After a weekend of horror and subsequent political confusion (and more than a bit of opportunism), Bill O’Reilly came out swinging in his opening segment tonight, condemning those on the left, particularly Paul Krugman and MSNBC, for what he called the exploitation of a national tragedy.
After a weekend where, ideological divisiveness aside, both sides of the political aisle seemed to agree that maybe the tragic events of this Saturday should be a sign to tone down the political rhetoric, O’Reilly is the first to shatter the relative silence with one of the fieriest commentaries to come from the shootings so far. Decrying the “exploitation of the murders by political zealots,” O’Reilly spared no drop of indignant wrath in his tone against those that attacked Sarah Palin, Michele Bachmann, and others on the right for using violent political metaphors, beginning with the New York Times. “If you disagree with their far left view, you are hateful,” he noted, quoting the paper’s report on the matter, and, later, turning to Krugman’s commentary. Reading a snippet of his work, O’Reilly tersely declared of the “radical left wing Princeton professor,” “Paul Krugman is incapable of telling the truth.”
But even Krugman did not get the brunt of his anger. That honor was left to MSNBC, a network rarely mentioned by name on the Factor, but which today served as the shining example to O’Reilly of everything that is wrong with news coverage today. Noting that Krugman shielded MSNBC from the criticism he gave to Palin and Bachmann, O’Reilly played a clip of Chris Matthews making a violent, but clearly not rabble-rousing, comment about Rush Limbaugh. O’Reilly defended Matthews, but didn’t spare his network:
“Compared to the other people on MSNBC, Matthews is St. Paul. To its disgrace, NBC News allows vicious personal attacks on anyone who doesn’t toe the far-left MSNBC line. The hatred spewed on that cable network is unprecedented in the media.”

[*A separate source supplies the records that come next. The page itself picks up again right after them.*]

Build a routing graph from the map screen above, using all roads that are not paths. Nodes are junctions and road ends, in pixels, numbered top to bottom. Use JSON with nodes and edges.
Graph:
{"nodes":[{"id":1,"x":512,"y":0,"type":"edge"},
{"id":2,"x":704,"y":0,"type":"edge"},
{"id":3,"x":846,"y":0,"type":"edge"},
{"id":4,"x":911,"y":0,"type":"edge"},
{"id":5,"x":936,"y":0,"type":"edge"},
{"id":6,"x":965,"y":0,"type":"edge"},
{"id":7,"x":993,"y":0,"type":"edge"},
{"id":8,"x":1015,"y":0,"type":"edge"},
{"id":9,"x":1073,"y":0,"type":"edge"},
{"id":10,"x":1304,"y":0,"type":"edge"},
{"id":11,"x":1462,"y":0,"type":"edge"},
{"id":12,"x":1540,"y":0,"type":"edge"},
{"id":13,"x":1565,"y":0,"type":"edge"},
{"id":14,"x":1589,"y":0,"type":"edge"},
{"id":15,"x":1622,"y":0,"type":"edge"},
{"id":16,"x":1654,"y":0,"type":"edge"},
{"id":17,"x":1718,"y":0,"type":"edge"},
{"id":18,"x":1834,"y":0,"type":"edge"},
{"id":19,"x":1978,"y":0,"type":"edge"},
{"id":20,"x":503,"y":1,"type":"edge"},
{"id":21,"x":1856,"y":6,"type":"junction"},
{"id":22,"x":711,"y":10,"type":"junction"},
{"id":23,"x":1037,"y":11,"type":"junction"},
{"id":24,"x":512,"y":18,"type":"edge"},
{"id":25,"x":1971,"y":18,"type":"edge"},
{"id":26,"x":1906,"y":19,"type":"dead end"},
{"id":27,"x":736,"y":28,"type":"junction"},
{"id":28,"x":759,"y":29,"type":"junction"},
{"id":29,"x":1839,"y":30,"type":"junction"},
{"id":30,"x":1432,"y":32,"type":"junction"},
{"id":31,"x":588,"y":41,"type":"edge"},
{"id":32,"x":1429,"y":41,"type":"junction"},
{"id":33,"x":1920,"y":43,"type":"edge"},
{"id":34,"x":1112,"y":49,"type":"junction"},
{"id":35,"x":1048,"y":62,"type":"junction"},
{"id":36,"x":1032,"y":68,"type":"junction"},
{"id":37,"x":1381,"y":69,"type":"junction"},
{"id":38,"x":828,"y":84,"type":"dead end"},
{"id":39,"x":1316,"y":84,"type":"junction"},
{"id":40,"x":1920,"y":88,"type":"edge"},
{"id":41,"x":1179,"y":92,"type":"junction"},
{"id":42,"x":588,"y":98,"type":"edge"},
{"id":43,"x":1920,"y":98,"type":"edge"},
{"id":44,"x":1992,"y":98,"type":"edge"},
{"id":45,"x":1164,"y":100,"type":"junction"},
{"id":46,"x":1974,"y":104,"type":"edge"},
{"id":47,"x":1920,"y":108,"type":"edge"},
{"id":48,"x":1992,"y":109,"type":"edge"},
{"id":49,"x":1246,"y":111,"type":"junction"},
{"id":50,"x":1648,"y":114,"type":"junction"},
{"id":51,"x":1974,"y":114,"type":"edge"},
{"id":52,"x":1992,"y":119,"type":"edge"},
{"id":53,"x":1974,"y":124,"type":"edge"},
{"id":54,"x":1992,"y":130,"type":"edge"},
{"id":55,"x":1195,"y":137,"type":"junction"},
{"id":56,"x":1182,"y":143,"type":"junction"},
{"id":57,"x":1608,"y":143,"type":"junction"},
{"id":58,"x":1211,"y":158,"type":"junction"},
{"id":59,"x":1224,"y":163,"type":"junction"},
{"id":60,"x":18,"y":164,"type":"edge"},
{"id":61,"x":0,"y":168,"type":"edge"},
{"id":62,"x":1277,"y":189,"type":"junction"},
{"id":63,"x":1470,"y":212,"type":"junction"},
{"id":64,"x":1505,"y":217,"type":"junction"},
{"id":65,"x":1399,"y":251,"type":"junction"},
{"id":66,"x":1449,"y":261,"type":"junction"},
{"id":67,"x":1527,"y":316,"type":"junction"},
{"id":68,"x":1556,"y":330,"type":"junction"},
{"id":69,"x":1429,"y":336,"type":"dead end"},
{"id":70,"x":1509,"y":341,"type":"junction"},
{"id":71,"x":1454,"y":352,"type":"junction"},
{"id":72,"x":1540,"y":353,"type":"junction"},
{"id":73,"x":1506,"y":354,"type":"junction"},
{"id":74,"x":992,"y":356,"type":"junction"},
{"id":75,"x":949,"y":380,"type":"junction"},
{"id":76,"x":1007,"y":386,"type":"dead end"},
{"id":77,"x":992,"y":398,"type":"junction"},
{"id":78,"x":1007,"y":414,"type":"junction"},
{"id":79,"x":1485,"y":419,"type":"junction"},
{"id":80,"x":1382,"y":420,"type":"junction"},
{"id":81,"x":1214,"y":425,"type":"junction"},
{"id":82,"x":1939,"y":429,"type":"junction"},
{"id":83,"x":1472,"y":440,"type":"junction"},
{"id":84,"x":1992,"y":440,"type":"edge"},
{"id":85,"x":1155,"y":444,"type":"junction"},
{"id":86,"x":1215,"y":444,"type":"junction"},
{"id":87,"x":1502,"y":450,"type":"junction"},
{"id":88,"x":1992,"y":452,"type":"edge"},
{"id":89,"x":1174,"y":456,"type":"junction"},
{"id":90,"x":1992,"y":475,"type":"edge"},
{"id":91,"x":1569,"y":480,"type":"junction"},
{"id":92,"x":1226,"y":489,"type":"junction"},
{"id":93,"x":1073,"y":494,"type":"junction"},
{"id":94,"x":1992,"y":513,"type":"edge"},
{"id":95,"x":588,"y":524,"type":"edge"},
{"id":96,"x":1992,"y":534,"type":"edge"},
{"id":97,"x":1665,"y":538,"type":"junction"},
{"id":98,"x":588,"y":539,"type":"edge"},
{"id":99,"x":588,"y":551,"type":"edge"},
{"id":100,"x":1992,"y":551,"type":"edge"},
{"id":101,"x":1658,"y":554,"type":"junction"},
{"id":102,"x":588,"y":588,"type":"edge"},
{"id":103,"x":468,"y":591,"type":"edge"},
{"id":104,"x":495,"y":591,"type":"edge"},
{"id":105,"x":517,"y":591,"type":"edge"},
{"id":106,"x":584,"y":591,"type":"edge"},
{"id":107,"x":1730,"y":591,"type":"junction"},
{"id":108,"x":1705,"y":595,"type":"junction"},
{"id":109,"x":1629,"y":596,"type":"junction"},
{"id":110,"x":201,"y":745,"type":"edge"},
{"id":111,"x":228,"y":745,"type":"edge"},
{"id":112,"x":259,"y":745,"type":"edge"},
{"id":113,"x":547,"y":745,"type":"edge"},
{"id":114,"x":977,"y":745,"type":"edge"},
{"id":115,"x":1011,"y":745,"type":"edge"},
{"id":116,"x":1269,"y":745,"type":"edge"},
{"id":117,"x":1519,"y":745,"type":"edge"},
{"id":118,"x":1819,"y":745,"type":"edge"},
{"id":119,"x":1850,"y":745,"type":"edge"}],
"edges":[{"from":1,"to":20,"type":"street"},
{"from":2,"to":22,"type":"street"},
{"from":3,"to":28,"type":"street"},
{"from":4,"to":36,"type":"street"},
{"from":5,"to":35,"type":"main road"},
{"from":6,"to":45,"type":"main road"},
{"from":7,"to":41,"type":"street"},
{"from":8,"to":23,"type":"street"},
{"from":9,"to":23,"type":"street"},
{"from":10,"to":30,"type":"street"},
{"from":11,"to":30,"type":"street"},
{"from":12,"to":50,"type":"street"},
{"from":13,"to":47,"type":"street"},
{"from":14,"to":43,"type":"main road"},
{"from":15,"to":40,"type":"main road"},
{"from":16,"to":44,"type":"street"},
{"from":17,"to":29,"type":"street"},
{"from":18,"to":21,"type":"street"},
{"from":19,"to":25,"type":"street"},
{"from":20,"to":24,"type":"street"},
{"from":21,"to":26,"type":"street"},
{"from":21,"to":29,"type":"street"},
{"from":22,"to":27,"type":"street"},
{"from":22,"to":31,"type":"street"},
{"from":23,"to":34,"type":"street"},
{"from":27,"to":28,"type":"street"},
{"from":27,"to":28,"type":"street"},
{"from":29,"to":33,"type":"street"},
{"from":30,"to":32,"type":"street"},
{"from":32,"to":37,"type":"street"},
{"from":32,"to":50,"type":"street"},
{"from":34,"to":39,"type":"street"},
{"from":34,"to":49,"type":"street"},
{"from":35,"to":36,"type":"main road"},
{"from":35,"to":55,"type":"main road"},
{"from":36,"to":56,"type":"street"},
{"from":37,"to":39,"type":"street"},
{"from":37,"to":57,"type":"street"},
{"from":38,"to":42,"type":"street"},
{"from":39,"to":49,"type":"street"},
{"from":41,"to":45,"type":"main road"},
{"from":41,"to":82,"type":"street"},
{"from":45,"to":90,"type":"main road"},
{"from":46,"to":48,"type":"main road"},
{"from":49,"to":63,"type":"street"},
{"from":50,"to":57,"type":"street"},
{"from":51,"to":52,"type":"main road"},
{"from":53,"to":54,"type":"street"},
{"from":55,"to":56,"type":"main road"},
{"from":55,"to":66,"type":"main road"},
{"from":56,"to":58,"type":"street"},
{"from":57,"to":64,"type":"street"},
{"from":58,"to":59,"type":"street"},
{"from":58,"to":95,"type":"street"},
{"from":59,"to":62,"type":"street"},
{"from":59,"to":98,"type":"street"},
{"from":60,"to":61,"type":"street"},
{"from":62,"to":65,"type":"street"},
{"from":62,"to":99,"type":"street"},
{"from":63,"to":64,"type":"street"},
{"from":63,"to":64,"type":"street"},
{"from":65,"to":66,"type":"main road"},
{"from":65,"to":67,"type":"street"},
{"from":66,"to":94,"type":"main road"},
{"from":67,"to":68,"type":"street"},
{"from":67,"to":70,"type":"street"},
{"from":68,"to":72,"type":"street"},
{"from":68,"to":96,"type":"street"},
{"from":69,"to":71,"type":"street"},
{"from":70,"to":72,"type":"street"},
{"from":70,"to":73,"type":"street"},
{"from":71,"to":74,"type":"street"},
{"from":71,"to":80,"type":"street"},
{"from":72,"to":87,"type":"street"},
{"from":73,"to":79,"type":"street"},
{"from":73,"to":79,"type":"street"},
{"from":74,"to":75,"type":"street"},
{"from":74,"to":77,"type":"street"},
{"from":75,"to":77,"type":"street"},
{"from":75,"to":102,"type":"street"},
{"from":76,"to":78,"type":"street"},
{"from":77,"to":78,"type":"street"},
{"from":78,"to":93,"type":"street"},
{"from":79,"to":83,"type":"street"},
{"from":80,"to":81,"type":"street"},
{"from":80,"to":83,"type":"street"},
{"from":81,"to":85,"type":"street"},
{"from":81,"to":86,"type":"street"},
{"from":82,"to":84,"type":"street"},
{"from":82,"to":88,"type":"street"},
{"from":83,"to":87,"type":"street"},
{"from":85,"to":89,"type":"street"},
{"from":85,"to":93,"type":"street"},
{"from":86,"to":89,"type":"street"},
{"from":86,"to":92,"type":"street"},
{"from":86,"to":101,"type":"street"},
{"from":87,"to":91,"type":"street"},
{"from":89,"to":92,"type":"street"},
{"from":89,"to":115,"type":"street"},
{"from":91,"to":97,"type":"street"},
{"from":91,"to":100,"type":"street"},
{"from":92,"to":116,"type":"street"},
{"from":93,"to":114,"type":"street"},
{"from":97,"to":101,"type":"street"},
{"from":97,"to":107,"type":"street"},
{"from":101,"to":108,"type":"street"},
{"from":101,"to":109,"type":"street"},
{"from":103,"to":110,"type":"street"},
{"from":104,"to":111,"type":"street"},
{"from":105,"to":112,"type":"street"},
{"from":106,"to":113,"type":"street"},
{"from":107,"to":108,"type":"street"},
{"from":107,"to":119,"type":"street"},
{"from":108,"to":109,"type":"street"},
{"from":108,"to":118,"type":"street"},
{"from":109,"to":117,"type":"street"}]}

O’Reilly then toned himself down somewhat upon leaving the topic of MSNBC to discuss Sarah Palin’s “crosshairs” map and note that even Democrats, namely Senator Joe Manchin, use gun metaphors in politics.
From MSNBC to Sarah Palin, O’Reilly finally landed on the statement from the National Organization for Women, which “equally condemned” the violent rhetoric of those in the media and the tragic events of Saturday. “Somehow NOW does not condemn the Daily Kos or the hateful diatribes of MSNBC,” he argued, bringing the argument full circle.
Overall, the Talking Points Memo is by far one of the strongest and boldest statements to come out of this now three-day ordeal, and it has the potential of making O’Reilly the lightning rod that many occasionally forget he can become. While others implicated in over-the-top rhetoric take some of the blame or adopt a less aggressive tone, O’Reilly has come back more bombastic than ever. He concluded that “what this is all about” is “the failure of the far-left agenda”– the first perfectly exploitable quote in his monologue, as it implies that the horrible deaths of innocents at the hands of what, with little question, was an uncontrollable psychopath is somehow “all about” the failure of any agenda at all. “Hate is hate, no matter where it comes from,” he ended his monologue, which, while fiery, will only stoke the flames of those already accusing him of hate-mongering. For those tired of watching the media walk on eggshells all weekend, it was a welcome return to the cable news passion most equate to semi-normalcy.